[19 December 2006]
Having been pushed back several times from its original early 2005 release date, Styles P’s long-awaited second solo album following 2002’s A Gangster and a Gentleman, finally sees the light of day.
Rumors of the album’s delay had been attributed to Styles P’s affiliation with D-Block, a rival to 50 Cent’s G-Unit faction that had been ascertained as having considerable pull with the Interscope parent label. Varying reports of hearsay circulated that Fitty and his crew possessed enough stroke to keep the long-completed album from hitting the streets and its intended listening audience.
Whether or not a beef with one of Interscope’s top acts was responsible for its numerous delays, Time Is Money is a decent sophomore offering. It still leaves room for improvement, especially considering how long it took to polish and eventually release, regardless of rumor-filled rumblings.
In spite of boasting a superstar production team comprised of Scott Storch, Lil Jon, Alchemist, and Hi-Tek, many of the tracks on Time Is Money fall short of the high-expectations set for them. At least half of the album’s songs contain more than the required number of head-bobbing beats and Styles’ rhymes are very good. However, Time Is Money‘s production and thematic concepts are inconsistent.
Lyrically, Styles P tackles a range of subjects from the banal, self-aggrandizing, gun-toting “gangsta” fare to moving treatises on struggles with poverty, pride, and rising to life’s more important challenges. Listening to some of Styles’ more mature content makes some of the subject matter concerned with smoking weed and petty beefs over whose rhythm outfit is the greatest seem all the more tired and clichéd.
The opening track, “G-Joint”, is a departure from Styles P’s more spartan style of his first album and features an unlikely sampling of Europe’s “The Final Countdown”. The unexpected element of adding a C-list ‘80s arena rock clip packs a surprising punch and elevates the tune above the standard serving of thug posturing.

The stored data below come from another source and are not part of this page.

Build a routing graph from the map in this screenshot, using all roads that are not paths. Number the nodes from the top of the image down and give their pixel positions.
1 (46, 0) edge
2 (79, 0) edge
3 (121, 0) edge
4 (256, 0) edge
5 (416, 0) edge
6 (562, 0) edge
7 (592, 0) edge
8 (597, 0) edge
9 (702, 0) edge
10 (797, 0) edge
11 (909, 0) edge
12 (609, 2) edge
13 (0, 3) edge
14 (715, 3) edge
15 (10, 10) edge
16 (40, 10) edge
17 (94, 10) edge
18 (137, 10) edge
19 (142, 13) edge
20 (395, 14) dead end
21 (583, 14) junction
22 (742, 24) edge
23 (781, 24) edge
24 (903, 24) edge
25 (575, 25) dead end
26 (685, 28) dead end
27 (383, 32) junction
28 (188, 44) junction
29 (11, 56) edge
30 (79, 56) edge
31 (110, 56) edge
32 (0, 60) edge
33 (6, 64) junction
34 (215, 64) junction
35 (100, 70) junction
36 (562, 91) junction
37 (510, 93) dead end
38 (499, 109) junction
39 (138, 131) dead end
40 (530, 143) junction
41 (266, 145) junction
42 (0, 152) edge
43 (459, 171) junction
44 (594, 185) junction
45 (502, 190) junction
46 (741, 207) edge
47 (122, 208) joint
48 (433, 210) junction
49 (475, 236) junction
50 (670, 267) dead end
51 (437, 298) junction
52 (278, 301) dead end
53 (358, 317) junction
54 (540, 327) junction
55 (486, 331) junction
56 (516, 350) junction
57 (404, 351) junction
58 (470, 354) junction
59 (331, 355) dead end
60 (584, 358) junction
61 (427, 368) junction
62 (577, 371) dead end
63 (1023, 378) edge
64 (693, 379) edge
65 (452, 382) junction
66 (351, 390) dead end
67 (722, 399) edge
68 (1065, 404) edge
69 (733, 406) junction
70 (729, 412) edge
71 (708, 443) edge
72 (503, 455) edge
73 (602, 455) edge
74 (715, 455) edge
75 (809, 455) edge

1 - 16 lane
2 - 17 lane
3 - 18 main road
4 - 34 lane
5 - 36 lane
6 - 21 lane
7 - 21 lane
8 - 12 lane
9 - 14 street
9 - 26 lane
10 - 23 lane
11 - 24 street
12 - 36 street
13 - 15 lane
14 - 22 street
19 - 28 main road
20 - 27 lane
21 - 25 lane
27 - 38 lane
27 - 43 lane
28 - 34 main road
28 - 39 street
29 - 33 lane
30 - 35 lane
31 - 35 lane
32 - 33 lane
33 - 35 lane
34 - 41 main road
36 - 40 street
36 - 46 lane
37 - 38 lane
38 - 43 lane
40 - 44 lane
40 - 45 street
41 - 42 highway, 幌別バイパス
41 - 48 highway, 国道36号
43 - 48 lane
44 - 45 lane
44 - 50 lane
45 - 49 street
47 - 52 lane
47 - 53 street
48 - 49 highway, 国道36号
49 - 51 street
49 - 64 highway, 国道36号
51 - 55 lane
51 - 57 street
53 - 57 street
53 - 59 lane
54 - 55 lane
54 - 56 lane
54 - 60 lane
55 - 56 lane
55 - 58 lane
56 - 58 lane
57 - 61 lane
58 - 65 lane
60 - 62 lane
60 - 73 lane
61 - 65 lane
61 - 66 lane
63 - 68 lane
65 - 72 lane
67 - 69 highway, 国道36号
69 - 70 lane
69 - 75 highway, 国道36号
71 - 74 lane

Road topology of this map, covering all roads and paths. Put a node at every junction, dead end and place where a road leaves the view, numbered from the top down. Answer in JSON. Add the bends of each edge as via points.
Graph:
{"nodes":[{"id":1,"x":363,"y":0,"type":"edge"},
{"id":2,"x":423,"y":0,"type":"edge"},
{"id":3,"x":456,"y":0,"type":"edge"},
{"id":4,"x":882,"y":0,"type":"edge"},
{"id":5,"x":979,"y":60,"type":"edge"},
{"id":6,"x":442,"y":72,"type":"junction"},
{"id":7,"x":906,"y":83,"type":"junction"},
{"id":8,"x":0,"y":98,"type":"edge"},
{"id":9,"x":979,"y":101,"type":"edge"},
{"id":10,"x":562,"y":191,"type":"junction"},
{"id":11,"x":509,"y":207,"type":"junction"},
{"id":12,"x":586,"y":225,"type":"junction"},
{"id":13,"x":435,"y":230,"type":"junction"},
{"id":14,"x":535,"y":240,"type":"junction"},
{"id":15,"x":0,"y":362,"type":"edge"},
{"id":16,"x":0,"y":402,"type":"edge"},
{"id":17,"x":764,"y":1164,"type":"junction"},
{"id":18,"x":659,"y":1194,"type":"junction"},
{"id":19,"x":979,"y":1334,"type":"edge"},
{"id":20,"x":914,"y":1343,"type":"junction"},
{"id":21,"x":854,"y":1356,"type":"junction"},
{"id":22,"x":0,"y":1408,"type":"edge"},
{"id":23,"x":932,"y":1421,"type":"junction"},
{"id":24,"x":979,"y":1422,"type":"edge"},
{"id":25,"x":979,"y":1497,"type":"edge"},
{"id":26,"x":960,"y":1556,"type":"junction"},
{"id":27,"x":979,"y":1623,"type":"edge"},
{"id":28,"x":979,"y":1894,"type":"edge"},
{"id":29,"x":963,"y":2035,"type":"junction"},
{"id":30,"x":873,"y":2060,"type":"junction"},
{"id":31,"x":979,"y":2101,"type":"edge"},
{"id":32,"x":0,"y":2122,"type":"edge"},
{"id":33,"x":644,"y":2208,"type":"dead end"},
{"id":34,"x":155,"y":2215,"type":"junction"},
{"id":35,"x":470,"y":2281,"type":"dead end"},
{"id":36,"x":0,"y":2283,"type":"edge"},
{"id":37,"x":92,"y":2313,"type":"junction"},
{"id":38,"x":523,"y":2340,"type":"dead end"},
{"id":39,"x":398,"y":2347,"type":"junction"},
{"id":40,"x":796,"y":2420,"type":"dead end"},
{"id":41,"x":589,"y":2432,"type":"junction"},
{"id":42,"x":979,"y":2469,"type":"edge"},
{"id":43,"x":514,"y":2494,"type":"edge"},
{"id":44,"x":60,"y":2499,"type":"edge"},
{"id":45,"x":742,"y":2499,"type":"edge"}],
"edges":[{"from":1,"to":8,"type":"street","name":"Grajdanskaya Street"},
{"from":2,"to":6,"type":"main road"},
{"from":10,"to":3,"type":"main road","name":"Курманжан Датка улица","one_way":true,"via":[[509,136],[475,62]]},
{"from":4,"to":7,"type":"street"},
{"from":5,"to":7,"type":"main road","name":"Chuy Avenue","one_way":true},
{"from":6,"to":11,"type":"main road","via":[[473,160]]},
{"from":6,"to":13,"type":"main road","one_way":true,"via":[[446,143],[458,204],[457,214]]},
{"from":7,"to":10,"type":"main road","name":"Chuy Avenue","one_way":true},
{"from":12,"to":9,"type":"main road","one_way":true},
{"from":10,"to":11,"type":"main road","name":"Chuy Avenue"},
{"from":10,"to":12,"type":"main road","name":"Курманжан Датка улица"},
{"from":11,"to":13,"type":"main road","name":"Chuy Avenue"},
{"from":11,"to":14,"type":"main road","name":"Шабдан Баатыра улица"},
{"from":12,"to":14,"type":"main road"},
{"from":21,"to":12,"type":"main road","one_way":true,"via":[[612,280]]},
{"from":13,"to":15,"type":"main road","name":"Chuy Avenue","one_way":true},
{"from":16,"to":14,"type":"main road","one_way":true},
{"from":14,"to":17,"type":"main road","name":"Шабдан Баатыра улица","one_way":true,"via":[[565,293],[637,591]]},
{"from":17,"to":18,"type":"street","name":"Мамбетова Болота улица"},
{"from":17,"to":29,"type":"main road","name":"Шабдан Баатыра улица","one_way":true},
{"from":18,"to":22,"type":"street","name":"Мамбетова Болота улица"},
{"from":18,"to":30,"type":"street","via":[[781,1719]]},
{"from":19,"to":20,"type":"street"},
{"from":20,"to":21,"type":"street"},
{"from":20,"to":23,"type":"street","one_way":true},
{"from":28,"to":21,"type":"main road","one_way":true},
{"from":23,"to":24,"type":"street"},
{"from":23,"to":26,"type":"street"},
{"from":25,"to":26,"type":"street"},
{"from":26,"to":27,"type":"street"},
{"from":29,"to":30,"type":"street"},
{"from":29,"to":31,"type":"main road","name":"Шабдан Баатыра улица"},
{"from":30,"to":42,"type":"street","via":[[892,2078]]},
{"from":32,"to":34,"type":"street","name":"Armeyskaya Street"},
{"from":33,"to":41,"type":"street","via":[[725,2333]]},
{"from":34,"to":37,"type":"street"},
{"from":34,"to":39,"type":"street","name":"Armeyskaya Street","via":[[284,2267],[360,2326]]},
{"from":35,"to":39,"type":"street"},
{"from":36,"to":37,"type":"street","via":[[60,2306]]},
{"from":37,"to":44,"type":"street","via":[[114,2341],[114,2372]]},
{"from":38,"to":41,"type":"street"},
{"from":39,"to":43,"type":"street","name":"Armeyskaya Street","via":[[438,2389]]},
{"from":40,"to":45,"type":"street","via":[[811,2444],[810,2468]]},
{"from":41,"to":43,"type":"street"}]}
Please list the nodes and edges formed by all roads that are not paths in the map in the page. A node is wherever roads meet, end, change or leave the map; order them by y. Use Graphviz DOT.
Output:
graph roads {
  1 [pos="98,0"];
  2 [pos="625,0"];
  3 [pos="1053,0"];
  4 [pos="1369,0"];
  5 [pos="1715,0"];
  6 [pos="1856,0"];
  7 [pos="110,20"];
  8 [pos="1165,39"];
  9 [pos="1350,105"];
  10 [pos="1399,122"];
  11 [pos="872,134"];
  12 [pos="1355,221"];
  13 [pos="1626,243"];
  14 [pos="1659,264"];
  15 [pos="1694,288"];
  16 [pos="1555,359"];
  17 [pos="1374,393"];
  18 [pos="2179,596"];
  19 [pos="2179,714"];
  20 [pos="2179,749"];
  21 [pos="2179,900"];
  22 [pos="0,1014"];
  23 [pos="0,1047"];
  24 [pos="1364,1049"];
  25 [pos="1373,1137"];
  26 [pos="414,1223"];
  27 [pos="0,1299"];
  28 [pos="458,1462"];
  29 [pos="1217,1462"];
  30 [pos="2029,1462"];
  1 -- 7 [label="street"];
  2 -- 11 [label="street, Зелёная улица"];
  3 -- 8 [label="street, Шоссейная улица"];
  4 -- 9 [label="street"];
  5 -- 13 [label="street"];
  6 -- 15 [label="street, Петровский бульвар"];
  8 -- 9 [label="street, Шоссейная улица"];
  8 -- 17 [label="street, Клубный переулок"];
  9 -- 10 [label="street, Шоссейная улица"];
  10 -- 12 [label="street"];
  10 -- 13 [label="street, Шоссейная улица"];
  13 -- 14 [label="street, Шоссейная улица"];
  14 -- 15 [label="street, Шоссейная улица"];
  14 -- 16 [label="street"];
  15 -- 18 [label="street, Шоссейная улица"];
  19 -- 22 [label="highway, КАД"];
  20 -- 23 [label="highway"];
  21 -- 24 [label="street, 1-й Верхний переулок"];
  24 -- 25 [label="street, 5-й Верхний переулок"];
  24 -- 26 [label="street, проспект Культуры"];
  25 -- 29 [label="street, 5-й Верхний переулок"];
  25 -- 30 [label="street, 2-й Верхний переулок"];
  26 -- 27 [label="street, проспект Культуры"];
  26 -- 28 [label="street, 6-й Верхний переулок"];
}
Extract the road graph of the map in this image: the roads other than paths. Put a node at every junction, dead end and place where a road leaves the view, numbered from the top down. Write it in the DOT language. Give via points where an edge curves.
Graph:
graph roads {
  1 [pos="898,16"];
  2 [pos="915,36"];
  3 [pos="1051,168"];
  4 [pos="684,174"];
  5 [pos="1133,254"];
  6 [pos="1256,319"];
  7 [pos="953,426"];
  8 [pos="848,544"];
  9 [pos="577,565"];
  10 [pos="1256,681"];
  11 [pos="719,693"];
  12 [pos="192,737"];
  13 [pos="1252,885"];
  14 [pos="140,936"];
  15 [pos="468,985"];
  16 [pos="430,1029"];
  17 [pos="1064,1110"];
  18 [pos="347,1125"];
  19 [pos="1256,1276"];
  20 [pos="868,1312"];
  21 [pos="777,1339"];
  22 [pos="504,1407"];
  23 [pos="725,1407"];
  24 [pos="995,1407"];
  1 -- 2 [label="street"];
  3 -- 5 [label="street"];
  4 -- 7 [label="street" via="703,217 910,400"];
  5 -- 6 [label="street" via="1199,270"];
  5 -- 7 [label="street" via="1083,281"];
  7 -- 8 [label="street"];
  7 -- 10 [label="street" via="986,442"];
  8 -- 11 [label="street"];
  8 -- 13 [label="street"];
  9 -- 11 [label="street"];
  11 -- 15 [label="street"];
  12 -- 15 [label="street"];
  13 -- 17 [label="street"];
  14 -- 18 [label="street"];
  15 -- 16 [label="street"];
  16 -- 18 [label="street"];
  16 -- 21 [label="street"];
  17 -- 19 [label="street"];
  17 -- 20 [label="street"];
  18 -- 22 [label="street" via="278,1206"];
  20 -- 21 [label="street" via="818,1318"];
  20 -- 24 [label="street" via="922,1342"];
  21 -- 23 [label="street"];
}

In terms of production, Lil Jon’s touch is all over “Can You Believe It”, along with guest vocals by Mario Winans. This cut is a prime example of one of Time Is Money‘s major flaws. The album’s guest artists strip, rather than enhance Styles of a signature sound and space in the spotlight, overpowering many of the songs. While Styles’ writing is adept, his rhymes easily get lost in the shuffle of either the under- or over-produced songs or the sea of guest artists. While some of the songs find a happy medium and very few are out-and-out clunkers, the requisite guest-artists seem to run away with the show at several points throughout.
By contrast, “Real Shit”, with the late, great R&B singer Gerald Levert lending a cameo appearance, takes a darker tone musically and lyrically, questioning the status quo and socio-economic status with real style. Levert’s vocals lend a sense of soul and authenticity to the track, adding, rather than subtracting to the final product.
Treading similar, more socially-relevant territory, “I’m Black”, channels James Brown’s classic “Say It Loud (I’m Black and I’m Proud)” as a black pride anthem for the 21st century. A controversial choice for a single due to some of its lyrical content, “I’m Black” received little support and promotion from Interscope. Similarly, Styles references such civil rights luminaries as Martin Luther King, Jr.and Malcolm X alongside Tupac and Biggie in “I’m Black” and “Testify”.
It seems almost hypocritical for Styles P to name-drop such influential leaders in the struggle for racial equality while engaging in verbal pissing-contests with fellow rap artists. Given the introspective nature of many of the tracks, the album’s title, Time is Money, is misleading and seems to pander to those looking for a throwback to overly-materialistic rap squads crying about Bentleys, blunts and bitches than concerning themselves with problems of a more universal nature.
In a sense, Styles P cheats himself of true artistic integrity. The content of some of his songs—much like the production—is inconsistent. Styles vacillates between trying to play the role of streetwise thug with hackneyed, stereotypical pursuits before turning around and delivering an honest assessment of life in the ghetto. His observations of why things are the way they are and aspirations of equality and a better standard of living can be trivialized with a two-faced attempt at trying to appease listeners of both camps who want either a modern prophet/poet like Tupac or a good-time hustler in the vein of Diddy.
The current state of rap and hip-hop has moved towards rewarding “he who raps the loudest” and engages in the most public feuding with more push from their labels and conversely, more radio and MTV play.
Considering the landscape, it’s hard to blame Styles for his approach on Time Is Money. Sometimes you want to shake your ass (watch yourself!) and dance and other times you want to ruminate on the ills of the day. Styles P is still young enough to decide on which side of the fence he wants to stand. For now, however, his sophomore solo effort shows promise.